- Born: Sheila Susan Moriber February 1, 1943 Brooklyn, New York
- Died: September 10, 2023 (age 80) Gladywyne, Pennsylvania
- Occupations: Pathologist, writer, medical school dean

= Sheila Moriber Katz =

American pathologist

Sheila Sue Moriber Katz (February 1, 1943 – September 10, 2023) was an American pathologist and writer, dean of the Hahnemann University School of Medicine, and co-founder of the School of Public Health at Drexel. She is sometimes described as the first person to see the bacterium Legionella pneumophila, which causes Legionnaires' disease.

==Early life and education==
Moriber was born in Brooklyn's Bensonhurst neighborhood, the daughter of Joseph Moriber and Muriel Goldfinger Moriber. Her father was a lawyer and real estate developer. She graduated from Cornell University in 1962 at the age of 19. She earned a medical degree at Duke University School of Medicine in 1966. In 1990 she earned an MBA at the Wharton School.

==Career==
Katz was a pathologist and professor at Hahnemann University School of Medicine beginning in 1974. She reached full professor status in 1981, and in 1993 became senior associate dean. She was director of the microscopy laboratory at Hahnemann, and co-founder of the School of Public Health there. She was president of the Philadelphia County Medical Society, and of the Duke University Medical School Alumni Council.

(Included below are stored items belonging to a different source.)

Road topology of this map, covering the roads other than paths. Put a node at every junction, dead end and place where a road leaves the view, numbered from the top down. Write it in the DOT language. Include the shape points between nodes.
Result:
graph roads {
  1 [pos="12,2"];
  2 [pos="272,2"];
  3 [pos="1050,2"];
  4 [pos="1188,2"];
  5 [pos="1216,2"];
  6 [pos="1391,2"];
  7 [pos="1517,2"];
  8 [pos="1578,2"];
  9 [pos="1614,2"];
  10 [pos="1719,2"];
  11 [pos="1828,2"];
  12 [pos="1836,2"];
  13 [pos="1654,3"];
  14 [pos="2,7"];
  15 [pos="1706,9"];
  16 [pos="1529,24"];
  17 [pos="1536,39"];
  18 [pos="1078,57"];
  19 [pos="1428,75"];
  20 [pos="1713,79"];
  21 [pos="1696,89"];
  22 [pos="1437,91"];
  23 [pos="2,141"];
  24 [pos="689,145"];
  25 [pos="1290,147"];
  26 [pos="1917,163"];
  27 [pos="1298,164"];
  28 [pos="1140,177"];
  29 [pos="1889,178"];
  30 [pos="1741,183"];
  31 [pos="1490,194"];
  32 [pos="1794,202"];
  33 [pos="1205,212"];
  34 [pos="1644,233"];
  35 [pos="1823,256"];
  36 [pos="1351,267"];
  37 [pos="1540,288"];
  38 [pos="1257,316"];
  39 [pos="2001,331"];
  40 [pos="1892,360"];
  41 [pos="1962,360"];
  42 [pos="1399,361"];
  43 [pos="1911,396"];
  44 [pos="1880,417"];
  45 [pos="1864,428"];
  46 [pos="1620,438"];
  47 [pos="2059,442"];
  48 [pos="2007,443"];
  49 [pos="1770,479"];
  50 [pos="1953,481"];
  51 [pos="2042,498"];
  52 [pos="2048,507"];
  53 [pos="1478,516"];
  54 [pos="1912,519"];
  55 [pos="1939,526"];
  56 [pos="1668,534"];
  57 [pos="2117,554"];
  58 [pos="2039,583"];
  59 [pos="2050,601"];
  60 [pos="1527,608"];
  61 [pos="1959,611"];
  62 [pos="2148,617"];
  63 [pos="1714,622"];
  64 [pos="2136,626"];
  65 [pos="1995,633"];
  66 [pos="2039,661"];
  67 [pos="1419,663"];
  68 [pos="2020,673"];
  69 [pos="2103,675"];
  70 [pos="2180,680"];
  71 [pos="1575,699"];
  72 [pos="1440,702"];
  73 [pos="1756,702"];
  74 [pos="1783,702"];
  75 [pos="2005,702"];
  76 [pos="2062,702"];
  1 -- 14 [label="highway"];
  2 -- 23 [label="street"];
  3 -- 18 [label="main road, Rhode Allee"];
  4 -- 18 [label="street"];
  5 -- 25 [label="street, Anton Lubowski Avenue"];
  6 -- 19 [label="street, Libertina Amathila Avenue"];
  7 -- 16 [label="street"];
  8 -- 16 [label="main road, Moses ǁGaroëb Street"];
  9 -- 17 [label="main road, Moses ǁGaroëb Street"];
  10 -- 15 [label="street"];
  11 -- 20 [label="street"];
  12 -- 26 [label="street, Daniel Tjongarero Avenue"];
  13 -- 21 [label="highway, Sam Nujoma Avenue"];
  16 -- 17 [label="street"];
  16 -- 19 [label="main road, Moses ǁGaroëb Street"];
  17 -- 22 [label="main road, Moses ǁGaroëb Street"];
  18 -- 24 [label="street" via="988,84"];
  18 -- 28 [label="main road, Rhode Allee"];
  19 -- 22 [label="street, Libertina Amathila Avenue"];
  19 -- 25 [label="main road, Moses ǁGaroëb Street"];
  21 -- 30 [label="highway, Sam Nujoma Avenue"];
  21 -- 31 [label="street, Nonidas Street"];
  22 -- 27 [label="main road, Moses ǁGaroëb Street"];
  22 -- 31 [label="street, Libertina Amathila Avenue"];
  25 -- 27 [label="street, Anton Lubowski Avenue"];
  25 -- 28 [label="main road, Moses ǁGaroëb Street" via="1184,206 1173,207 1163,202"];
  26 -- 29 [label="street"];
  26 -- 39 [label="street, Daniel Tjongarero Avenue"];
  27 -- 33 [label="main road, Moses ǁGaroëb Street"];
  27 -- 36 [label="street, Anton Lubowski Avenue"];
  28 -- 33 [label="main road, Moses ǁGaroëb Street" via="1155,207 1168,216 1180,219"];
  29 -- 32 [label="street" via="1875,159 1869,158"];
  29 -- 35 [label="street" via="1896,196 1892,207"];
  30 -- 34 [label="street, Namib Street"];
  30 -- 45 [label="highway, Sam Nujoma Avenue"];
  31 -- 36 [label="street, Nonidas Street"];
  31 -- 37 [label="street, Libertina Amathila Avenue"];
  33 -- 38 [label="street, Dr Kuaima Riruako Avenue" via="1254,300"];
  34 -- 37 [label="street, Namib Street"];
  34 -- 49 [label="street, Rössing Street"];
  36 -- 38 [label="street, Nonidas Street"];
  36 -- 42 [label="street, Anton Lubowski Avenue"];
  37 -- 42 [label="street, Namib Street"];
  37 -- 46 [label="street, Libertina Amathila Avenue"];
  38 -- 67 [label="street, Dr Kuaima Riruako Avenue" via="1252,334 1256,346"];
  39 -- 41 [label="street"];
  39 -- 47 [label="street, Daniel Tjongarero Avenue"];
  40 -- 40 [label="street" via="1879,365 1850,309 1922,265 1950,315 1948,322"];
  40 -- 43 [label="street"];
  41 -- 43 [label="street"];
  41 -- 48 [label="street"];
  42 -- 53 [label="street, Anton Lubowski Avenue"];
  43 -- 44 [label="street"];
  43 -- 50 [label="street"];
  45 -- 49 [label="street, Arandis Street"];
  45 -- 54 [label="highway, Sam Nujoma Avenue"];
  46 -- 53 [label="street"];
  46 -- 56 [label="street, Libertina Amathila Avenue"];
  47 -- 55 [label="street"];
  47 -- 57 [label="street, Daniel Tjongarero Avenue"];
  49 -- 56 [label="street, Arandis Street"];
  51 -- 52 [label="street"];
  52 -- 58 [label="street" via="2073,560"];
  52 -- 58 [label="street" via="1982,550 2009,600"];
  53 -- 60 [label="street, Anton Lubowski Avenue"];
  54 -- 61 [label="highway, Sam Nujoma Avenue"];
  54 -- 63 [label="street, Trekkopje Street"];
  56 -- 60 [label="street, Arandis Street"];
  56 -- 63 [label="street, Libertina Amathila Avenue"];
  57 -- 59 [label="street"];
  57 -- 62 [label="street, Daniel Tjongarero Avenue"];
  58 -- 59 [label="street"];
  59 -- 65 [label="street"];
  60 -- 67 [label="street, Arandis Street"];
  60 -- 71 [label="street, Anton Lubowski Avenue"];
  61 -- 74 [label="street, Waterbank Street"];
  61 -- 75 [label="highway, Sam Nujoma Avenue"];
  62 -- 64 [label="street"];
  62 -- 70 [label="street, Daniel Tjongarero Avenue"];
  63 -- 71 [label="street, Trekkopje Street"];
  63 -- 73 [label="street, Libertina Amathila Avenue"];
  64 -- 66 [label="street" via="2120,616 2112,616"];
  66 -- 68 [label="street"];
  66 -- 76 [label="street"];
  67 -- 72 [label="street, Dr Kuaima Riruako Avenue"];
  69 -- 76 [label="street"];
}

Katz studied Legionnaire's disease after a deadly outbreak in Philadelphia in 1976. She may have caught the disease herself, from handling a sample of infected lung tissue. She was the first scientist to see the bacterium Legionella pneumophila. Newsweek magazine included Katz in a list of 100 "unsung heroes" in 1986. In 1993 she was honored by the Girl Scouts of Greater Philadelphia as a woman achiever in science.

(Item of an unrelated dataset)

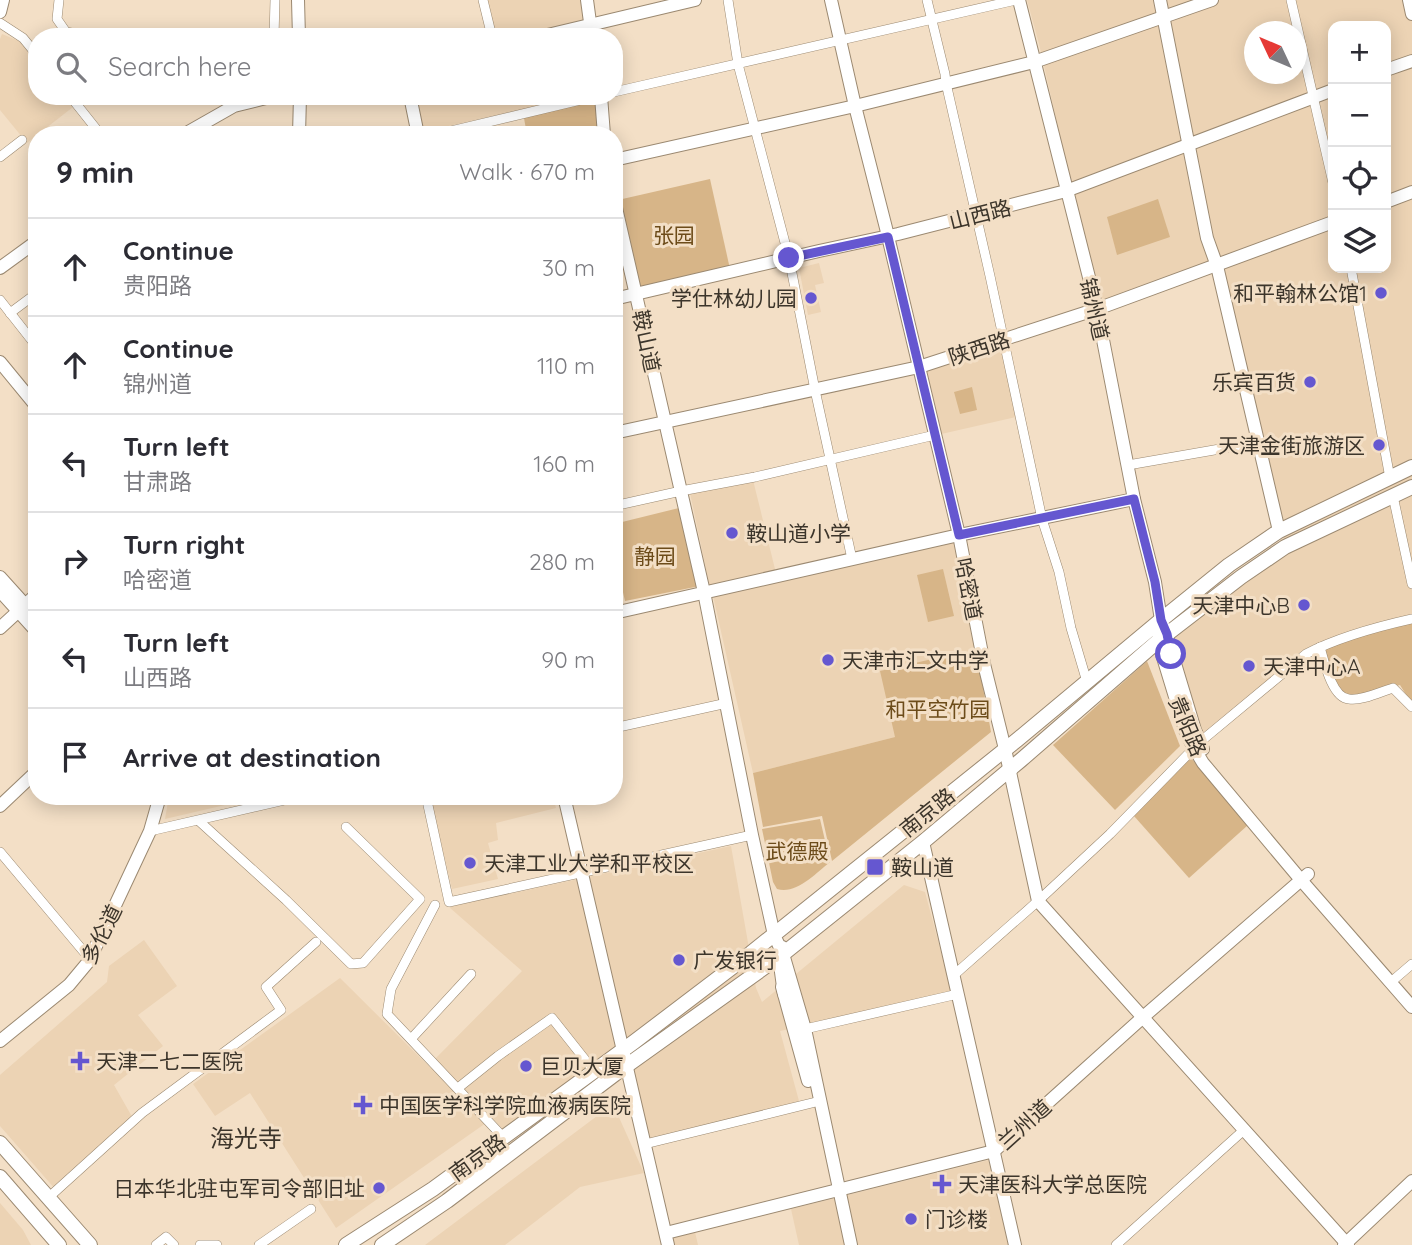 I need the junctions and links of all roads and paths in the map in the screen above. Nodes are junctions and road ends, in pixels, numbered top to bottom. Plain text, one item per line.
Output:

In the 1990s, Katz led the White House Commission on Complementary and Alternative Medicine. She was executive officer of the Allegheny Health Education and Research Foundation in Philadelphia. She founded her own business, NewMedicine, in 2000. Katz also wrote poetry.

==Publications==
Katz's research was published in academic journals including Science, The Lancet, JAMA: Journal of the American Medical Association, The New England Journal of Medicine, Human Pathology, Cancer, Annals of Clinical & Laboratory Science, American Journal of Clinical Pathology, Radiology, Ultrastructural Pathology, Gastroenterology, and Diagnostic Cytopathology.
- "The fibrous variant of Hashimoto's thyroiditis" (1974, with Austin L. Vickery Jr.)
- "Thymoma in a 12-year-old boy" (1976, with Jane Chatten)
- "Urinary Ultrastructural Findings in Fabry Disease" (1977, with Patricia J. Lyons)
- "Examination of Sputum in Legionnaire's Disease" (1978)
- "Legionnaires' disease: structural characteristics of the organism" (1978, with Philip Nash)
- "Leydig cell tumors of the testis" (1979, with I. Damjanov and M. A. Jewett)
- "Ultrastructural Features of Respiratory Cilia in Cystic Fibrosis" (1980, with Douglas S. Holsclaw Jr.)
- "Postinflammatory pseudotumors of the lung: fibrous histiocytoma and related lesions" (1980, with E. E. Schwartz and G. A. Mandell)
- "Tolmetin: Association With Reversible Renal Failure and Acute Interstitial Nephritis" (1981, with Ralph Capaldo, Erich A. Everts, and John G. DiGregorio)
- "Pleomorphism of Legionella pneumophila" (1984, with Shahab Hashemi, Kristy R. Brown, William A. Habib, and Jay M. Hammel)
- "Cilia in the Human Kidney" (1984, with Joseph J. Morgan)
- Legionellosis (1985)
- "Microscopic Nephrocalcinosis in Cystic Fibrosis" (1988, with Leslie J. Krueger and Bonita L. Falkner)
- "A Self-Limited Febrile Illness Produced in Guinea Pigs Associated With Oral Administration of Legionella pneumophila" (1988, with Jay M. Hammel, Joseph P. Matus, Ronald Poropatich, and Julian Katz)
- "Diagnostic value of electron microscopy on paraffin-embedded cytologic material" (1993, with Nancy A. Young and Sonya Naryshkin)

==Personal life==
Moriber married fellow medical student Julian Katz in 1963. They had two children, Jonathan and Sara, both of whom became physicians. Her husband died in 2014, and she died in 2023, at her home in Gladwyne, Pennsylvania, at the age of 80, from complications related to Parkinson's disease.